Preheat the oven to 450 degrees with either a pizza stone or sheet tray inside of it to get hot.

Peel and slice the onions into thin rounds. Heat a large cast-iron skillet over high heat and add the onions with 1 tbsp of olive oil. Start with the lid on for about 5 minutes. Then turn the heat to medium low after the onions have softened and begin to brown. Continue stirring the onions every few minutes, alternating between lid on and off until everything is browned and caramelized (about 20 minutes total).  Season with salt/pepper.

Roll out one ball of the dough on a lightly floured surface into a 12 inch round circle (or rectangle, sometimes the dough has a mind of its own).

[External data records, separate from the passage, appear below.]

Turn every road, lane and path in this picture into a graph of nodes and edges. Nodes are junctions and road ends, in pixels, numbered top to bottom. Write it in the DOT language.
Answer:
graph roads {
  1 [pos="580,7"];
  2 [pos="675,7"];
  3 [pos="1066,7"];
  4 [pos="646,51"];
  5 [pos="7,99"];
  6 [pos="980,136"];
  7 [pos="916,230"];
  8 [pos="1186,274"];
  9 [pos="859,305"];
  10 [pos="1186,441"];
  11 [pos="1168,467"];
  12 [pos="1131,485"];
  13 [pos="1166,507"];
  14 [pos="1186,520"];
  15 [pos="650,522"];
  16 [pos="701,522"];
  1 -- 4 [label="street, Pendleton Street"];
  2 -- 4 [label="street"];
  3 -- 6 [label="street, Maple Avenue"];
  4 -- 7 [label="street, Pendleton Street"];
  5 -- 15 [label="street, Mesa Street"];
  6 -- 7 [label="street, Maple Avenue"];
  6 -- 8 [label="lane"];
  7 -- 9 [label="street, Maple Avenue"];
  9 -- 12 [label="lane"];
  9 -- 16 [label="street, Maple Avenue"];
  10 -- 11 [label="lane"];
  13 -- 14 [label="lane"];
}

Remove the sheet tray from the oven and drizzle the pan with a tbsp. olive oil. Carefully place the dough on the hot tray. Spread the fig jam on the crust so that it’s evenly coated. Next, add the caramelized onion mix. Top with cheeses of choice. 

Bake for about 15 minutes, or until the crust is lightly brown (this will depend greatly on the thickness and shape of your pizza so be sure to check it periodically).

While the pizza is baking, make the salad dressing. Whisk all of the ingredients in a bowl. Season with a pinch of salt and pepper and toss with lettuce, fresh dill, and sliced avocado. Opinion to squeeze a little fresh lemon over the top.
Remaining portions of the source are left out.